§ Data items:

##############################

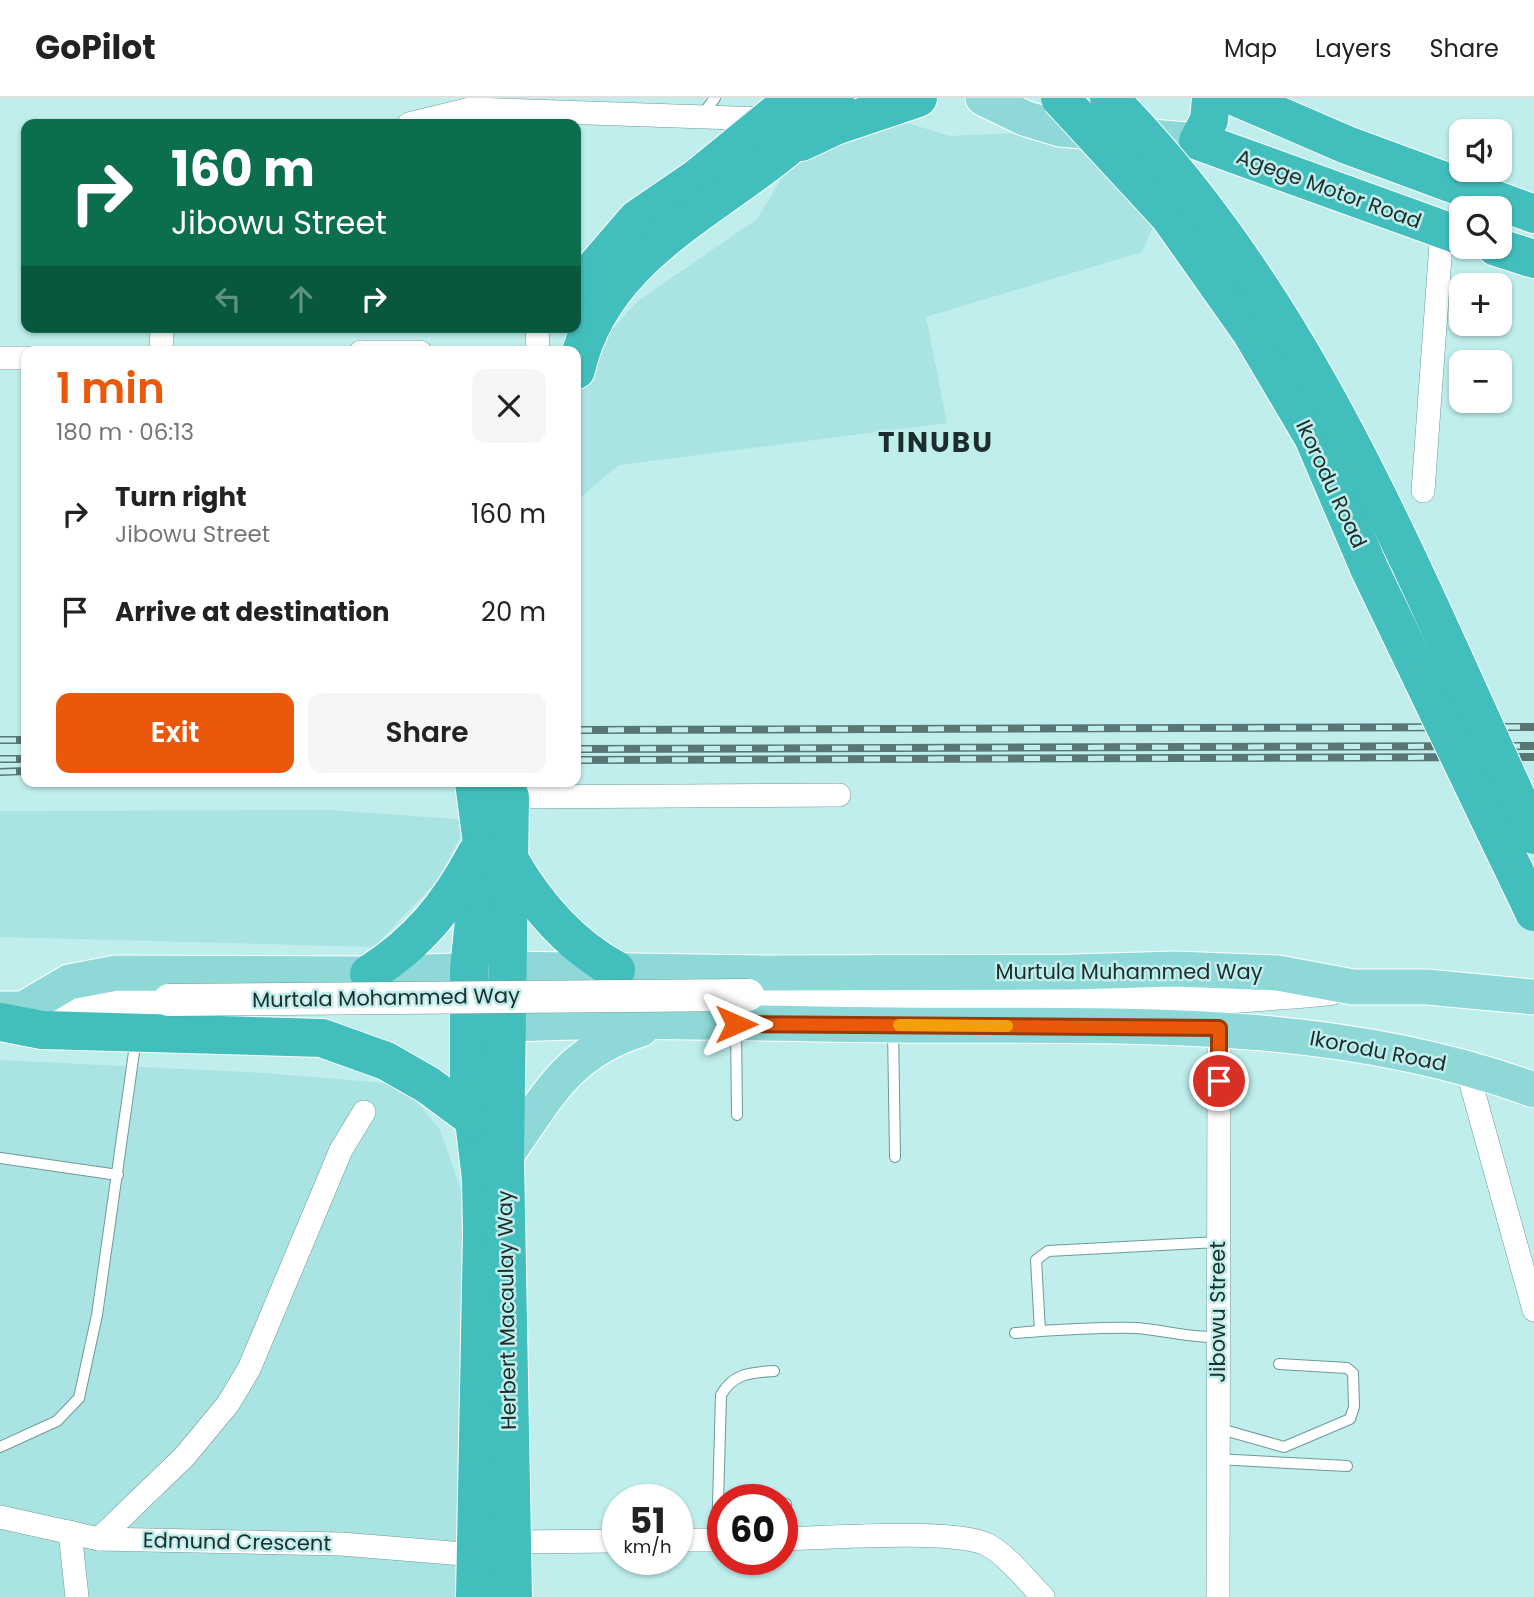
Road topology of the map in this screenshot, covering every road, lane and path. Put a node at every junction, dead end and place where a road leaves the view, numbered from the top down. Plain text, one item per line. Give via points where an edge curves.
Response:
1 (835, 98) edge
2 (918, 98) edge
3 (983, 98) edge
4 (1060, 98) edge
5 (1109, 98) edge
6 (1211, 98) edge
7 (1238, 98) edge
8 (709, 106) edge
9 (470, 110) edge
10 (785, 114) edge
11 (431, 119) edge
12 (1198, 141) junction
13 (1534, 214) edge
14 (1449, 232) edge
15 (1512, 252) edge
16 (1449, 259) edge
17 (1534, 259) edge
18 (581, 290) edge
19 (581, 354) edge
20 (0, 358) edge
21 (21, 358) edge
22 (1423, 491) dead end
23 (476, 787) edge
24 (507, 790) edge
25 (839, 794) dead end
26 (1534, 835) edge
27 (496, 851) junction
28 (1534, 912) edge
29 (508, 969) junction
30 (469, 970) junction
31 (616, 971) junction
32 (369, 974) junction
33 (1075, 987) junction
34 (1534, 997) edge
35 (742, 1009) junction
36 (8, 1014) edge
37 (662, 1023) junction
38 (507, 1024) junction
39 (893, 1025) junction
40 (469, 1026) junction
41 (1219, 1028) junction
42 (136, 1032) junction
43 (1468, 1069) junction
44 (1534, 1090) edge
45 (364, 1112) dead end
46 (737, 1115) dead end
47 (474, 1119) junction
48 (895, 1157) dead end
49 (0, 1158) edge
50 (118, 1175) junction
51 (512, 1182) junction
52 (1219, 1242) junction
53 (1534, 1310) edge
54 (1040, 1331) junction
55 (1015, 1334) dead end
56 (1218, 1337) junction
57 (1279, 1364) dead end
58 (774, 1371) dead end
59 (1217, 1428) junction
60 (0, 1447) edge
61 (1216, 1459) junction
62 (1347, 1466) dead end
63 (720, 1484) edge
64 (0, 1517) edge
65 (70, 1532) junction
66 (99, 1539) junction
67 (798, 1539) edge
68 (602, 1541) edge
69 (512, 1542) junction
70 (476, 1555) junction
71 (76, 1597) edge
72 (475, 1597) edge
73 (513, 1597) edge
74 (1043, 1597) edge
75 (1218, 1597) edge

1 - 10 highway
2 - 10 highway via 835,126
3 - 12 main road via 1060,129
4 - 28 highway, Ikorodu Road, bridge via 1169,216 1251,332 1313,437 1369,568
5 - 26 highway, Ikorodu Road, bridge via 1192,189 1262,288 1320,382 1398,537
6 - 12 highway via 1209,120
7 - 13 highway via 1347,145
8 - 9 street
8 - 10 street
9 - 11 street
10 - 18 highway via 638,219
10 - 19 highway via 687,220 629,269 590,326
12 - 14 highway, Agege Motor Road
15 - 17 highway
16 - 22 street
20 - 21 street
23 - 27 highway
24 - 25 street
24 - 27 highway
27 - 29 highway, Herbert Macaulay Way
27 - 30 highway, Herbert Macaulay Way
27 - 31 highway via 577,944
27 - 32 highway via 464,877 402,953
29 - 30 main road, Murtula Muhammed Way
29 - 31 main road, Murtula Muhammed Way
29 - 38 highway, Herbert Macaulay Way
30 - 32 main road, Murtula Muhammed Way
30 - 40 highway, Herbert Macaulay Way
31 - 33 main road, Murtula Muhammed Way
32 - 36 main road, Murtula Muhammed Way via 116,973 69,982
33 - 34 main road, Murtula Muhammed Way via 1176,969 1278,973 1353,987 1427,987
33 - 35 main road, Murtula Muhammed Way
35 - 36 main road, Murtala Mohammed Way, bridge via 169,1000
35 - 37 main road, Murtula Muhammed Way
35 - 39 main road, Murtula Muhammed Way
35 - 46 lane
36 - 42 highway via 42,1030
37 - 38 main road, Murtula Muhammed Way
37 - 51 main road via 588,1053 542,1099
38 - 40 main road, Murtula Muhammed Way
38 - 51 highway, Herbert Macaulay Way
39 - 41 main road, Murtula Muhammed Way
39 - 48 lane
40 - 47 highway, Herbert Macaulay Way
41 - 43 main road, Ikorodu Road via 1349,1041
41 - 52 street, Jibowu Street
42 - 47 highway via 322,1038 386,1061
42 - 50 lane
43 - 44 main road, Ikorodu Road
43 - 53 street
45 - 66 street via 341,1150 250,1368 228,1404 185,1456
47 - 70 highway, Herbert Macaulay Way via 482,1234
49 - 50 lane
50 - 60 lane via 79,1398 57,1421
51 - 69 highway, Herbert Macaulay Way
52 - 54 lane via 1048,1251 1036,1260
52 - 56 street, Jibowu Street
54 - 55 lane
54 - 56 lane via 1133,1328 1189,1338
56 - 59 street, Jibowu Street
57 - 59 lane via 1348,1368 1353,1373 1350,1419 1284,1447
58 - 63 lane via 744,1373 729,1381 721,1395
59 - 61 street, Jibowu Street
61 - 62 lane
61 - 75 street, Jibowu Street
64 - 65 street, Edmund Crescent
65 - 66 street, Edmund Crescent
65 - 71 street
66 - 70 street, Edmund Crescent via 341,1544
67 - 74 street via 967,1539 988,1545
68 - 69 street
69 - 73 highway, Herbert Macaulay Way
70 - 72 highway, Herbert Macaulay Way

##############################

§ WORK INSTRUCTION:
Search the records above for the string "Murtula" and copy each line that holds it.

§ RESULT FOR THIS TASK:
29 - 30 main road, Murtula Muhammed Way
29 - 31 main road, Murtula Muhammed Way
30 - 32 main road, Murtula Muhammed Way
31 - 33 main road, Murtula Muhammed Way
32 - 36 main road, Murtula Muhammed Way via 116,973 69,982
33 - 34 main road, Murtula Muhammed Way via 1176,969 1278,973 1353,987 1427,987
33 - 35 main road, Murtula Muhammed Way
35 - 37 main road, Murtula Muhammed Way
35 - 39 main road, Murtula Muhammed Way
37 - 38 main road, Murtula Muhammed Way
38 - 40 main road, Murtula Muhammed Way
39 - 41 main road, Murtula Muhammed Way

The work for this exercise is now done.